As he stood in the shadows – Christ, how much of his life had been spent in shadow lately – he noticed two men walking together, one of them in uniform and the other well-dressed and with a flair that some tried to duplicate, but only the Spanish managed to carry off.

Ogilvie was too tired to listen to their conversation, so that wasn’t what made him pay closer attention. It was the Spaniard in the handsome frilled uniform that made Captain Ogilvie’s mouth open in surprise, that same jaded and world-weary Captain Ogilvie who was never surprised by anything.

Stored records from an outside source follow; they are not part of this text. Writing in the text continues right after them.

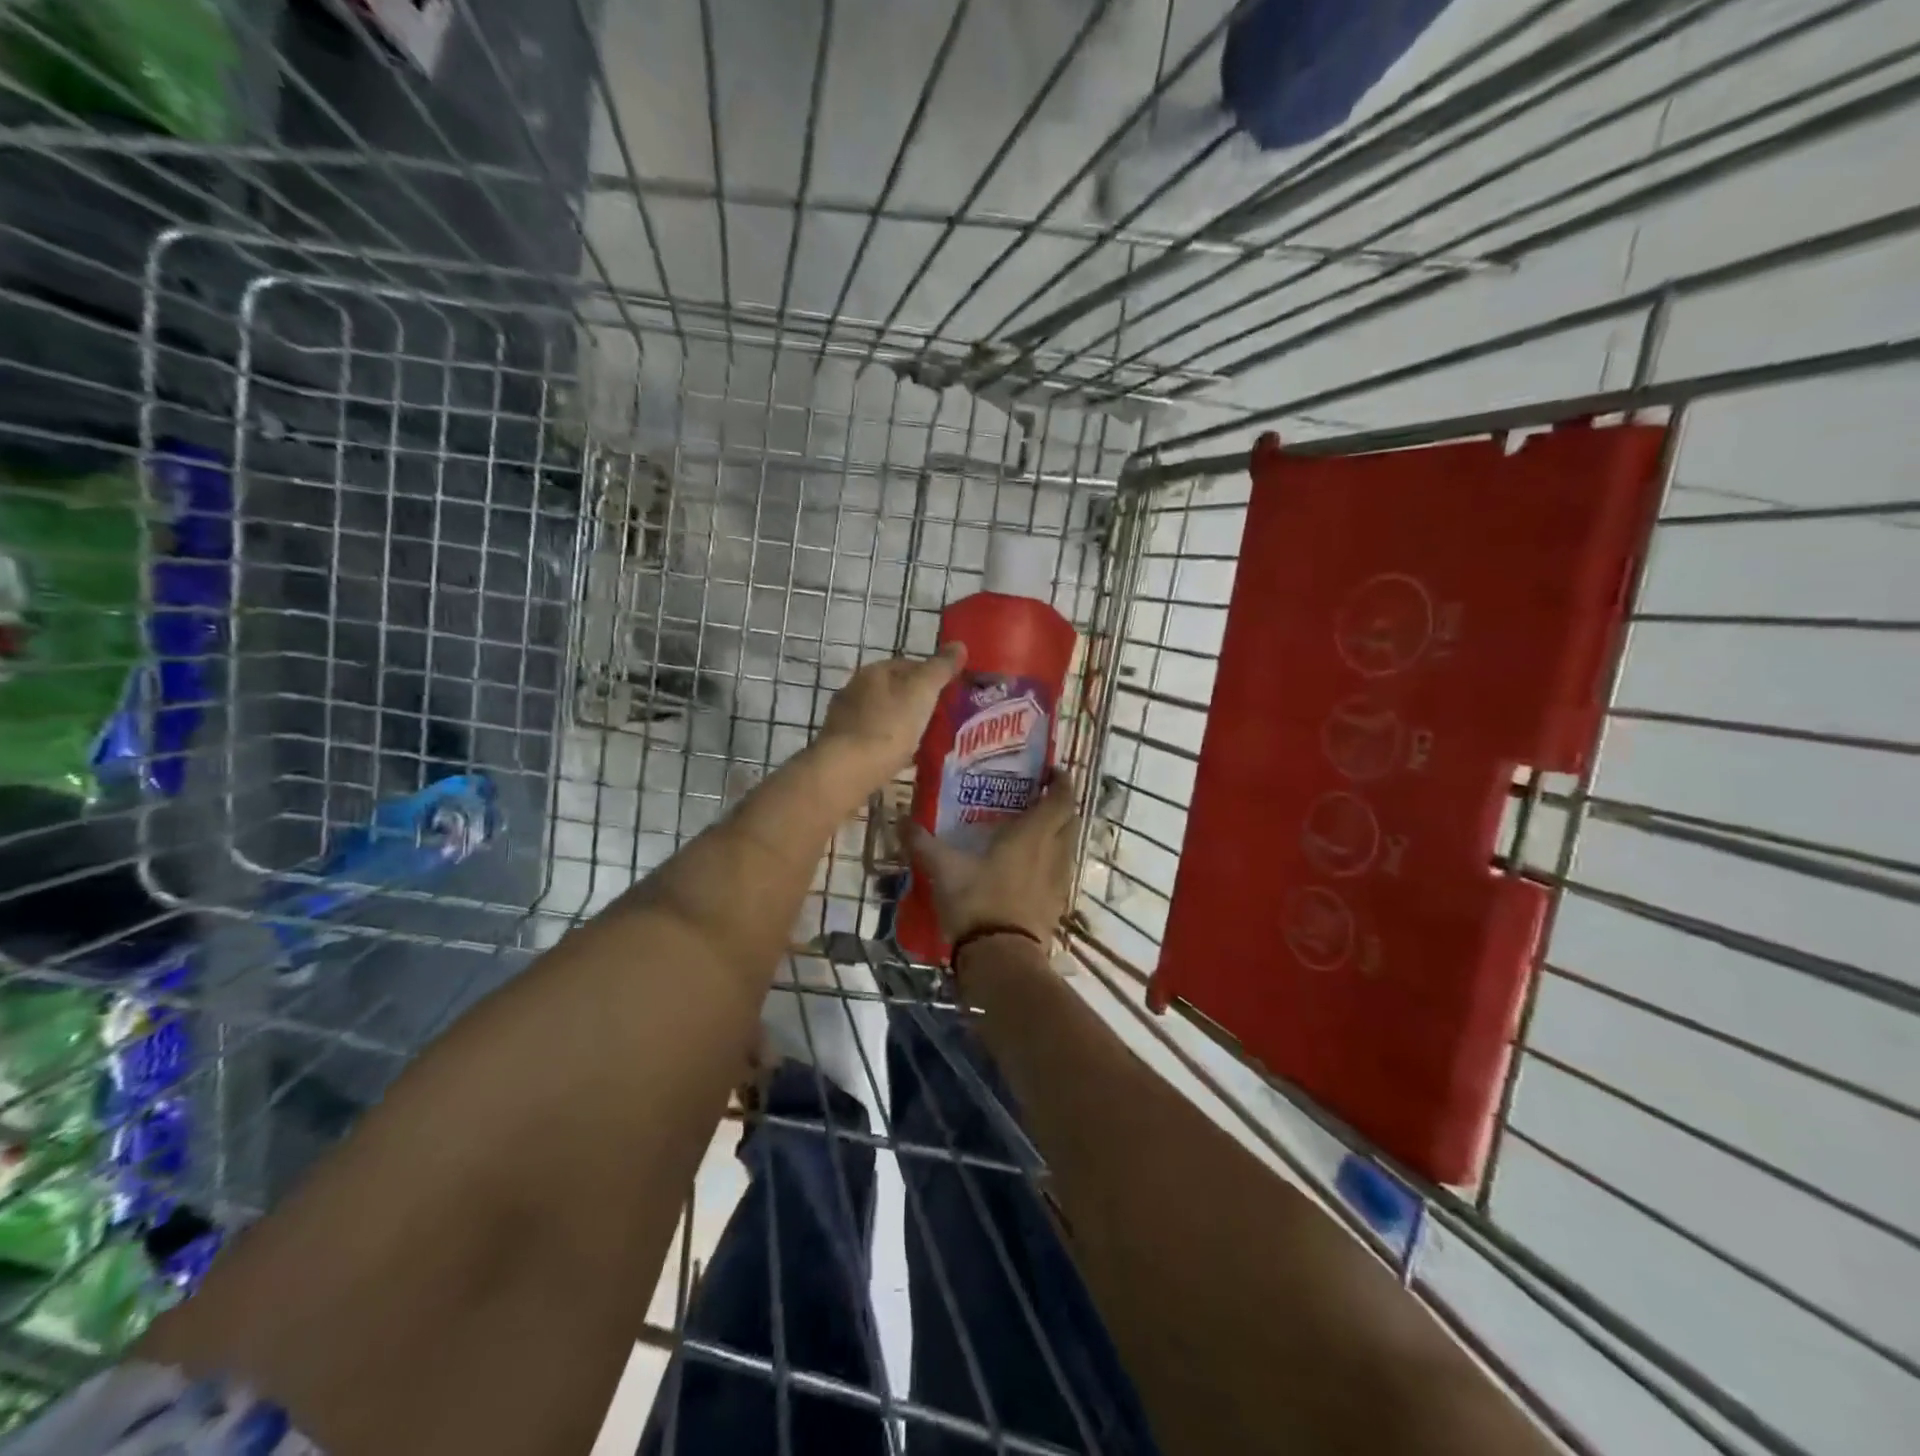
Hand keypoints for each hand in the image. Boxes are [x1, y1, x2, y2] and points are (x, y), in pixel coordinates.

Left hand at [817, 645, 965, 787]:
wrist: (846, 771)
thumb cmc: (888, 726)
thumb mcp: (922, 692)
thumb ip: (940, 668)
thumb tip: (959, 645)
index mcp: (874, 671)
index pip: (908, 664)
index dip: (931, 676)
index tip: (949, 694)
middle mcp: (854, 689)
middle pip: (893, 691)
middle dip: (914, 702)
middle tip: (939, 720)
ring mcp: (843, 719)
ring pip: (881, 716)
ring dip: (899, 724)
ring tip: (923, 742)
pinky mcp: (840, 747)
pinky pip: (871, 740)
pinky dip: (886, 745)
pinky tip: (899, 760)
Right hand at [904, 774, 1078, 946]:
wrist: (1001, 958)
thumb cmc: (976, 902)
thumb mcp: (943, 869)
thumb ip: (922, 842)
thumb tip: (900, 818)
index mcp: (1032, 834)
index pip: (1061, 798)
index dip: (1061, 782)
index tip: (1050, 772)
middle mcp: (1053, 852)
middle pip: (1070, 820)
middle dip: (1060, 806)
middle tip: (1036, 800)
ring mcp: (1058, 881)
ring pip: (1067, 846)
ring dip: (1057, 835)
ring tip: (1030, 833)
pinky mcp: (1056, 905)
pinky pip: (1060, 873)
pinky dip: (1050, 863)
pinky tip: (1028, 870)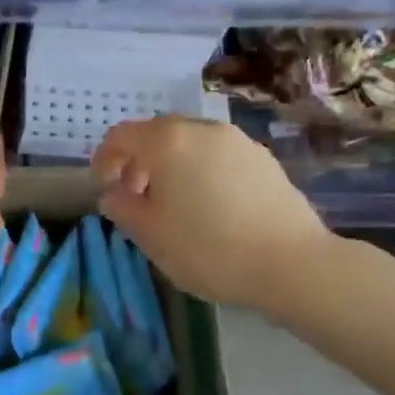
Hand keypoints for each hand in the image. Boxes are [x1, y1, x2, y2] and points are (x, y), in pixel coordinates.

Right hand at [93, 115, 335, 311]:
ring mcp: (238, 141)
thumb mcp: (150, 235)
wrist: (292, 264)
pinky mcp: (263, 159)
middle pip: (157, 133)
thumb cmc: (208, 248)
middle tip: (135, 194)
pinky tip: (208, 205)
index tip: (103, 185)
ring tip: (173, 201)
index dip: (105, 158)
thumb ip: (123, 208)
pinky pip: (217, 154)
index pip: (122, 135)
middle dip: (139, 159)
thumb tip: (114, 194)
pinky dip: (200, 169)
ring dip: (171, 163)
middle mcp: (202, 130)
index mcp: (168, 142)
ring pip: (190, 142)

He could have sworn Sailing Master Able Six, that dratted genius, stood there.

Chapter Two

Six Months Later, 1805, Portsmouth

That night in Sir B’s sickroom, Master Able Six thought the end would come during the Middle Watch, when wounded and dying men laid down their defenses and surrendered to death. On several occasions when he was forced to act in lieu of a ship’s surgeon, he had sat beside men as they let out that last pre-dawn breath.

Even Davey Ten, now serving his apprenticeship as assistant pharmacist mate, had commented on the propensity of men to die in the wee hours. “Why, sir?” he had asked Able only last week over Sunday roast beef at the Sixes’ home when he was granted leave from Portsmouth’s Haslar Hospital.

“I don’t know,” Able had told him, a statement that hardly ever crossed his lips because he usually did know. Apparently even Euclid and Able’s other unseen cranial friends were not privy to some secrets. People died when God dictated. Even a man of science understood that.

Able knew the end was close when he said goodnight to Sir B, and left the St. Anthonys’ bedchamber arm in arm with his wife. He had watched his wife Meridee droop and wilt through the evening, partly from sorrow, and partly from her slow recovery after last month’s miscarriage. She had offered no objection when Lady St. Anthony – better known still as Grace Croker – had quietly summoned the family carriage for the ride back to their house across from St. Brendan’s School.

In the carriage, Meridee had gone right into his arms, or perhaps he had gone into hers, because the loss of someone so dear couldn’t be borne alone. Thank God, yet again, that he was married. At the moment, Able couldn’t fathom enduring such a death by himself. The loss of their much-wanted baby had been difficult enough, but Sir B had winkled out Able’s great mystery, and set him on a true course that had taken him to Portsmouth, St. Brendan’s, and this life.

“This is hard,” he whispered to Meri, realizing how inadequate that puny phrase sounded.

She held him closer. “I wanted our baby, oh my word, I did, but as much as that, I…I know we will have more children. There is only one Sir B.”